Reproduce the full listing without a single change.

▶ [Data listing]:
·····

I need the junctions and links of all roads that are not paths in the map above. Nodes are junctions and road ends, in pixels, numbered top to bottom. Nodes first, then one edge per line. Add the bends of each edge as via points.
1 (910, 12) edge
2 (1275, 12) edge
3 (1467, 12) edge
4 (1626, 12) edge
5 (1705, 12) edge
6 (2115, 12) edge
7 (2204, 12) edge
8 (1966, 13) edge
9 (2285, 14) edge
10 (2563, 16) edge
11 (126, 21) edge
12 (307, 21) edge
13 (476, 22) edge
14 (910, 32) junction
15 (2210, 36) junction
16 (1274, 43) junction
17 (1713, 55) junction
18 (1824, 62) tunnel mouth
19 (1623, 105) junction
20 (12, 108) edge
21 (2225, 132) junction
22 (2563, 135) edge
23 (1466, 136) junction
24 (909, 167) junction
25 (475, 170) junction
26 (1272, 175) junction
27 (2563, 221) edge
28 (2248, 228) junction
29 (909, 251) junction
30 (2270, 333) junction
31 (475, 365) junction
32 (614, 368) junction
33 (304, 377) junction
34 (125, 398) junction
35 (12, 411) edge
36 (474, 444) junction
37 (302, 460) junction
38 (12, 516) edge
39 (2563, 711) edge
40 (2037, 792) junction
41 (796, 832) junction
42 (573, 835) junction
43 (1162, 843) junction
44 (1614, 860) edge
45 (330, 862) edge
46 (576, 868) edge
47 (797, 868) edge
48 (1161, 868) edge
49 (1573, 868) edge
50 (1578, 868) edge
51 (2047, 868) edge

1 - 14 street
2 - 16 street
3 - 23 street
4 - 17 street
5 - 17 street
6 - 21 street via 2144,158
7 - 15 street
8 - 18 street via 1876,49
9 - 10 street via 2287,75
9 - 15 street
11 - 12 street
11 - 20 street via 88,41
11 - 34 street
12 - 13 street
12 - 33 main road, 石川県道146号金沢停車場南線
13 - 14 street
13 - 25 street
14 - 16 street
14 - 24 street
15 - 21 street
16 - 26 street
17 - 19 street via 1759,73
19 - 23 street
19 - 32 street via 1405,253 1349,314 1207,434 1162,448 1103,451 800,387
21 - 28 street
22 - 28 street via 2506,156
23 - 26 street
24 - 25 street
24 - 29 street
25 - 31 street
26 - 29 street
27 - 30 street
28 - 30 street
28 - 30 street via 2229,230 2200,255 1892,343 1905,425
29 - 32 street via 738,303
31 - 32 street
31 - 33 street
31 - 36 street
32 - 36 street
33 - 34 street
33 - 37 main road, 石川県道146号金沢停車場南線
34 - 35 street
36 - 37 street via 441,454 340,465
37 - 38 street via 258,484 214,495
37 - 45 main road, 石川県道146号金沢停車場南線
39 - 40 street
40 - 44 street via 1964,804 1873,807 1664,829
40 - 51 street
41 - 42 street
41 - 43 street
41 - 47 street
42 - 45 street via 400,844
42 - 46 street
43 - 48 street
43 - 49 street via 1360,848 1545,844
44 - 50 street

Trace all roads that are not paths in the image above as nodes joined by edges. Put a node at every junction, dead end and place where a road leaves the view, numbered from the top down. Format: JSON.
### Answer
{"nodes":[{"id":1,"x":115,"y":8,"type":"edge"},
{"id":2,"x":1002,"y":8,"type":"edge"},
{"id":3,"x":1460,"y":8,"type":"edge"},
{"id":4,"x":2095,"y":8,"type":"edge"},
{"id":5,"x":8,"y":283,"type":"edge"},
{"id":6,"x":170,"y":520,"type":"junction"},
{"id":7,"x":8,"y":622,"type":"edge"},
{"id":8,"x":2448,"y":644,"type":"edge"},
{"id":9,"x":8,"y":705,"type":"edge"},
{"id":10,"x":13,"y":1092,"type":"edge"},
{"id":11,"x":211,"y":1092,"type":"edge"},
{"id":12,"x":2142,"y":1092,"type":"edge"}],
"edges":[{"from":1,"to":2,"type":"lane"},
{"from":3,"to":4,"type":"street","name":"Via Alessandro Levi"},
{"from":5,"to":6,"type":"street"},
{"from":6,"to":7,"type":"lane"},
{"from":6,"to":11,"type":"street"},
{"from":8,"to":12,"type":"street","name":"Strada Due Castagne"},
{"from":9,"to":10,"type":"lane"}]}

·····

▶ [Exercise solution]:
I need the junctions and links of all roads that are not paths in the map above. Nodes are junctions and road ends, in pixels, numbered top to bottom. Nodes first, then one edge per line. Add the bends of each edge as via points.
1 (910, 12) edge
2 (1275, 12) edge
3 (1467, 12) edge
4 (1626, 12) edge
5 (1705, 12) edge
6 (2115, 12) edge
7 (2204, 12) edge
8 (1966, 13) edge
9 (2285, 14) edge
10 (2563, 16) edge
11 (126, 21) edge
12 (307, 21) edge
13 (476, 22) edge
14 (910, 32) junction
15 (2210, 36) junction
16 (1274, 43) junction
17 (1713, 55) junction
18 (1824, 62) tunnel mouth
19 (1623, 105) junction
20 (12, 108) edge
21 (2225, 132) junction
22 (2563, 135) edge
23 (1466, 136) junction
24 (909, 167) junction
25 (475, 170) junction
26 (1272, 175) junction
27 (2563, 221) edge
28 (2248, 228) junction
29 (909, 251) junction
30 (2270, 333) junction
31 (475, 365) junction
32 (614, 368) junction
33 (304, 377) junction
34 (125, 398) junction
35 (12, 411) edge
36 (474, 444) junction
37 (302, 460) junction
38 (12, 516) edge
39 (2563, 711) edge
40 (2037, 792) junction
41 (796, 832) junction
42 (573, 835) junction
43 (1162, 843) junction
44 (1614, 860) edge
45 (330, 862) edge
46 (576, 868) edge
47 (797, 868) edge
48 (1161, 868) edge
49 (1573, 868) edge
50 (1578, 868) edge
51 (2047, 868) edge

1 - 14 street
2 - 16 street
3 - 23 street
4 - 17 street
5 - 17 street
6 - 21 street via 2144,158
7 - 15 street
8 - 18 street via 1876,49
9 - 10 street via 2287,75
9 - 15 street
11 - 12 street
11 - 20 street via 88,41
11 - 34 street
12 - 13 street
12 - 33 main road, 石川県道146号金沢停車場南線
13 - 14 street
13 - 25 street
14 - 16 street
14 - 24 street
15 - 21 street
16 - 26 street
17 - 19 street via 1759,73
19 - 23 street
19 - 32 street via 1405,253 1349,314 1207,434 1162,448 1103,451 800,387
21 - 28 street
22 - 28 street via 2506,156
23 - 26 street
24 - 25 street
24 - 29 street
25 - 31 street
26 - 29 street
27 - 30 street
28 - 30 street
28 - 30 street via 2229,230 2200,255 1892,343 1905,425
29 - 32 street via 738,303
31 - 32 street
31 - 33 street
31 - 36 street
32 - 36 street
33 - 34 street
33 - 37 main road, 石川県道146号金沢停車場南線
34 - 35 street
36 - 37 street via 441,454 340,465
37 - 38 street via 258,484 214,495
37 - 45 main road, 石川県道146号金沢停車場南線
39 - 40 street
40 - 44 street via 1964,804 1873,807 1664,829
40 - 51 street
41 - 42 street
41 - 43 street
41 - 47 street
42 - 45 street via 400,844
42 - 46 street
43 - 48 street
43 - 49 street via 1360,848 1545,844
44 - 50 street

Trace all roads that are not paths in the image above as nodes joined by edges. Put a node at every junction, dead end and place where a road leaves the view, numbered from the top down. Format: JSON.
### Answer
{"nodes":[{"id":1,"x":115,"y":8,"type":"edge"},
{"id":2,"x":1002,"y":8,"type":"edge"},
{"id":3,"x":1460,"y":8,"type":"edge"},
{"id":4,"x":2095,"y":8,"type":"edge"},
{"id":5,"x":8,"y":283,"type":"edge"},
{"id":6,"x":170,"y":520,"type":"junction"},
{"id":7,"x":8,"y":622,"type":"edge"},
{"id":8,"x":2448,"y":644,"type":"edge"},
{"id":9,"x":8,"y":705,"type":"edge"},
{"id":10,"x":13,"y":1092,"type":"edge"},
{"id":11,"x":211,"y":1092,"type":"edge"},
{"id":12,"x":2142,"y":1092,"type":"edge"}],
"edges":[{"from":1,"to":2,"type":"lane"},
{"from":3,"to":4,"type":"street","name":"Via Alessandro Levi"},
{"from":5,"to":6,"type":"street"},
{"from":6,"to":7,"type":"lane"},
{"from":6,"to":11,"type":"street"},
{"from":8,"to":12,"type":"street","name":"Strada Due Castagne"},
{"from":9,"to":10,"type":"lane"}]}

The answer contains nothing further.